The journey to reach this milestone was not an easy one. Starting a journal takes a lot of work, know-how, and an unfailing belief in its ultimate success. Authors had to take a chance on us by publishing in a journal that offered only the AUA name and a unique concept, the opportunity to publish novel research focused on the business, health policy, the specialty, and patient care as they relate to the practice of urology.

We are pleased to share that ALL UPJ content—back to the first article in the first issue—will ultimately be indexed as a result of the National Library of Medicine decision, which is the ultimate reward to the authors who took a chance on a brand-new journal. Thank you, all!

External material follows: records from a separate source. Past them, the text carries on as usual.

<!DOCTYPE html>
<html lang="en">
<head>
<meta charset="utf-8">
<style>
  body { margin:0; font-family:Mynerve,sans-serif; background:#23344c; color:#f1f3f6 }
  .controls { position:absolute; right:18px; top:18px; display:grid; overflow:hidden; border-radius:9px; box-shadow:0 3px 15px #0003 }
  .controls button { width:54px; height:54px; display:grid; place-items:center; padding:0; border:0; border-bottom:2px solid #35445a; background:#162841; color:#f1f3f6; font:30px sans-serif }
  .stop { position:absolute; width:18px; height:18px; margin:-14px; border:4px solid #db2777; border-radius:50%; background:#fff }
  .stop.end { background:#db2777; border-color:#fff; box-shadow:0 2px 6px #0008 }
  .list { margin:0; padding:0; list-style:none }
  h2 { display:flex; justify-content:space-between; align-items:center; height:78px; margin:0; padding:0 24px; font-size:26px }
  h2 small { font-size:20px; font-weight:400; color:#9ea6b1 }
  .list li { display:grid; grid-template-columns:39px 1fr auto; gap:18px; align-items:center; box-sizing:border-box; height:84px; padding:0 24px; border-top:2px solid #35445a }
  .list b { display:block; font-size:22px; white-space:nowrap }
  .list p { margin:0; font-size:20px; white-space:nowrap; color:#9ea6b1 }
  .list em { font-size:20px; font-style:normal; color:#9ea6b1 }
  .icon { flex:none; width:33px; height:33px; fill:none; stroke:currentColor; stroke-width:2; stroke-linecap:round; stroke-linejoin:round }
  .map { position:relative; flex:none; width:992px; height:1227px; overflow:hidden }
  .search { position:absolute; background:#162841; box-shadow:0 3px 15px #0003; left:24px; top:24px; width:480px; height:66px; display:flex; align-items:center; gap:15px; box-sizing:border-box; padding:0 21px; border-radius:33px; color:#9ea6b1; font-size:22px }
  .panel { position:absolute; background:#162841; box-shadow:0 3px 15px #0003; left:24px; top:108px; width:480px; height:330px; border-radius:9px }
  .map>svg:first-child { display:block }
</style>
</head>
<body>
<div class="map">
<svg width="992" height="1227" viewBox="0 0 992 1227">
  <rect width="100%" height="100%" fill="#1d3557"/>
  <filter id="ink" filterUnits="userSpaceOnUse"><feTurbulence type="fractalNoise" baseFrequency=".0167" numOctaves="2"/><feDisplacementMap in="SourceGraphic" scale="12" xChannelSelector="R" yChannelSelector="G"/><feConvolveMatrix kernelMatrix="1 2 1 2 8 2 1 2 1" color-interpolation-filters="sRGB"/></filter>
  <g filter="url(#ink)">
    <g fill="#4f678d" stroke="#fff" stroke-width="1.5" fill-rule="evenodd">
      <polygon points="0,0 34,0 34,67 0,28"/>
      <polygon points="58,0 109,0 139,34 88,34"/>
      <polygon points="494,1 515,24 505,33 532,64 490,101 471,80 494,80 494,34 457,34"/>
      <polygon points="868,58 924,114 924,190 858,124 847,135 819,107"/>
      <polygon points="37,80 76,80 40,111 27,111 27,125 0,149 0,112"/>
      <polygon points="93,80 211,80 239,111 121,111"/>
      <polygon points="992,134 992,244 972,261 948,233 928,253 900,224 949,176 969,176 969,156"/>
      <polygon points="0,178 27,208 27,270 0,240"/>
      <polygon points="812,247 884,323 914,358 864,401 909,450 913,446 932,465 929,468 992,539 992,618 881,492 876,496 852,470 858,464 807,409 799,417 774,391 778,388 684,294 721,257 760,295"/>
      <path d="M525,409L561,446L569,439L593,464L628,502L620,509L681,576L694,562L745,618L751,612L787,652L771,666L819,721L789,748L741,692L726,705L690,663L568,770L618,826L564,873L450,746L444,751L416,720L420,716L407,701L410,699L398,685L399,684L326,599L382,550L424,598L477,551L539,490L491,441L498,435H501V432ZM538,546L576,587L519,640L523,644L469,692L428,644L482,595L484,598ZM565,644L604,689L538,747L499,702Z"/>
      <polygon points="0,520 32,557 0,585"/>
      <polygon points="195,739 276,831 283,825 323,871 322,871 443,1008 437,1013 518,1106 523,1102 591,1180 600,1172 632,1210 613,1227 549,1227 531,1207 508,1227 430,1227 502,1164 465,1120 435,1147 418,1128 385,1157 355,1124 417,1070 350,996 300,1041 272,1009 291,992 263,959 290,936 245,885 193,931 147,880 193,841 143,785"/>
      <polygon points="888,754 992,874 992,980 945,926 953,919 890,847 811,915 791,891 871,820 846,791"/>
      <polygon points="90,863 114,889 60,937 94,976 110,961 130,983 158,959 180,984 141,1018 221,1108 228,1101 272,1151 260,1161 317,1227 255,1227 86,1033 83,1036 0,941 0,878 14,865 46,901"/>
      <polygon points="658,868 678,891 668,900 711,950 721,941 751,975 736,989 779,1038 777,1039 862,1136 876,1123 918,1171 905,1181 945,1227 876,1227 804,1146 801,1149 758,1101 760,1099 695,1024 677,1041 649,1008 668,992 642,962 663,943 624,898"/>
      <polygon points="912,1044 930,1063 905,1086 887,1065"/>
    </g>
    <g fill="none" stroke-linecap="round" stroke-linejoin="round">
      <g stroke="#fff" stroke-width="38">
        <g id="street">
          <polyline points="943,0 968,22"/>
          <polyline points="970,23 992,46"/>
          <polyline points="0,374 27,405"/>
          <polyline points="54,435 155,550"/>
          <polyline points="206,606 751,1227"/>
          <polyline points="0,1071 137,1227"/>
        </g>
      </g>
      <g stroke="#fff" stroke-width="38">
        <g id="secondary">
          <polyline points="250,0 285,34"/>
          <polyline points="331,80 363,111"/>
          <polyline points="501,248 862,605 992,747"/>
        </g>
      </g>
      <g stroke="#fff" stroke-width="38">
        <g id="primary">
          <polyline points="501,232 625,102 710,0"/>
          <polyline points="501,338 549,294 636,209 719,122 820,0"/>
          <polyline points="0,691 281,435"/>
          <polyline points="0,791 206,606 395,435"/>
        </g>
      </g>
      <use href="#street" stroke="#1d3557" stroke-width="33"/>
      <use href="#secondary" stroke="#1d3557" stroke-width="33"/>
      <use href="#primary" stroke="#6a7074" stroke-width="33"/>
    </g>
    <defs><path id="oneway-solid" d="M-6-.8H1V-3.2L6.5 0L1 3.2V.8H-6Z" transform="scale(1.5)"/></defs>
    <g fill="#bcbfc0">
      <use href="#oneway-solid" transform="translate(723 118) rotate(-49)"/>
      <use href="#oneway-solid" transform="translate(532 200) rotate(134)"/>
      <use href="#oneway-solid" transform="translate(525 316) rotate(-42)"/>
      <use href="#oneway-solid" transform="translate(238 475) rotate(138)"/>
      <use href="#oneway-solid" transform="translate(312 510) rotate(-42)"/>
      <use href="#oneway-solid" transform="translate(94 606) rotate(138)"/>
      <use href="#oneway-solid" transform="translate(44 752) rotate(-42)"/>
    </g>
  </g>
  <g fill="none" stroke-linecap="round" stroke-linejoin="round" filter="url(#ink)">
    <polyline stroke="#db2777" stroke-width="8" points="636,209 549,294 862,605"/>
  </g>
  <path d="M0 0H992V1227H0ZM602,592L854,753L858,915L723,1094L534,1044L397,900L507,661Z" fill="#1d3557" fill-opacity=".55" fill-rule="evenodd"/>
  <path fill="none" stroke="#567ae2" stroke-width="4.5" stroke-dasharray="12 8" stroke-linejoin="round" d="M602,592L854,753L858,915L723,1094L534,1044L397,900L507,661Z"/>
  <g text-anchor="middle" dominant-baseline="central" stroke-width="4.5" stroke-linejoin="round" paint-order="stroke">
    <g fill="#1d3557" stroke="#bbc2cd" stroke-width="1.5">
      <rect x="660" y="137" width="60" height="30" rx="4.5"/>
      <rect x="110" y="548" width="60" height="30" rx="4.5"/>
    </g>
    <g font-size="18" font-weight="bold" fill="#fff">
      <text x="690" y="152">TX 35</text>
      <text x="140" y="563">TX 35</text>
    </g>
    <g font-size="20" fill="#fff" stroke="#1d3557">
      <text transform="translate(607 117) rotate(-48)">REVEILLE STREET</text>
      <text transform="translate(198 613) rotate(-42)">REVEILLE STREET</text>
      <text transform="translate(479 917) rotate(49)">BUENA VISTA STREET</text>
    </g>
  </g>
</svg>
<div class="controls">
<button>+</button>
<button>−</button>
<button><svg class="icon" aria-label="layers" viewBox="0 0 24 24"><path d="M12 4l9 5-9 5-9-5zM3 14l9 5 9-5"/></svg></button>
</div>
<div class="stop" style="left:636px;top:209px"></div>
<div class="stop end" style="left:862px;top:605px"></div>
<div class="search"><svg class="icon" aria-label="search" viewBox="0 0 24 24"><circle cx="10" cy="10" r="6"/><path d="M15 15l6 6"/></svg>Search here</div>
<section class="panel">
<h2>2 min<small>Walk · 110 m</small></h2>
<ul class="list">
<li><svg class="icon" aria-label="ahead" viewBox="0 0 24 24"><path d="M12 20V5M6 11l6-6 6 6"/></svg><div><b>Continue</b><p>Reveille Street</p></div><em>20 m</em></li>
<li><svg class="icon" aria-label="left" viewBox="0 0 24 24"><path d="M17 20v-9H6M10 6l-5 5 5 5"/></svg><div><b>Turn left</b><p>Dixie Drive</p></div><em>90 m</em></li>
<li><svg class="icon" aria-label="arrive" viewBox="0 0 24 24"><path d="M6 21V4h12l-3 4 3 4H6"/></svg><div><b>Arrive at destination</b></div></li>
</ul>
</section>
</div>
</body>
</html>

From the beginning, we had a loyal and devoted army of UPJ believers. Authors submitted their best work to us despite no guarantee their work would ever be indexed. Countless reviewers have spent their precious time and effort to ensure that we published only the highest-quality work. And Editorial Board members past and present remained committed to the success of the journal, steadfast in the vision that UPJ would one day be recognized for the elite scholarly publication it is.

The Journal of Urology® editorial leadership, including Editors Joseph A. Smith and now D. Robert Siemens, devoted their efforts to building our body of work as well by perfecting the cascade transfer of rejected sound science papers to UPJ. This facilitation of the cascade process became a tremendous author service that has now positioned the entire AUA family of publications, including the new Gold Open Access journal JU Open Plus and the digital ecosystem that is AUANews, as the Voice of Urology. The cascade transfer process extends across all publications and ensures that when a quality paper is submitted to an AUA publication, it will find a home in the journal that will best showcase its merits.

As UPJ’s founding Editor, Carl A. Olsson, wrote in the very first issue: “Why do we need another journal? There are 2 excellent answers. 1) The Journal of Urology® has become heavily taxed by the responsibility of publishing articles of major clinical research importance to the point of having to increasingly restrict articles of interest and significance to the urology practitioner as there is simply not enough space. 2) Urologists are practicing in a climate of change in health care delivery which challenges them daily regardless of practice setting. Health care policy shifts, increasing practice regulations, decreasing support for research, diminishing practice reimbursement, certification and manpower issues as well as ever growing demands to justify patient care decisions are all subjects that require and deserve analysis and reporting in a unique journal format. Urology Practice® is designed to be the companion journal to The Journal of Urology® to fulfill these needs.”1 We are honored to achieve these goals with every issue we publish, and we are proud of the place we serve in the AUA’s family of journals, the definitive and collective Voice of Urology.

  1. Olsson CA. Foreword. Urol Pract. 2014;1(1):1.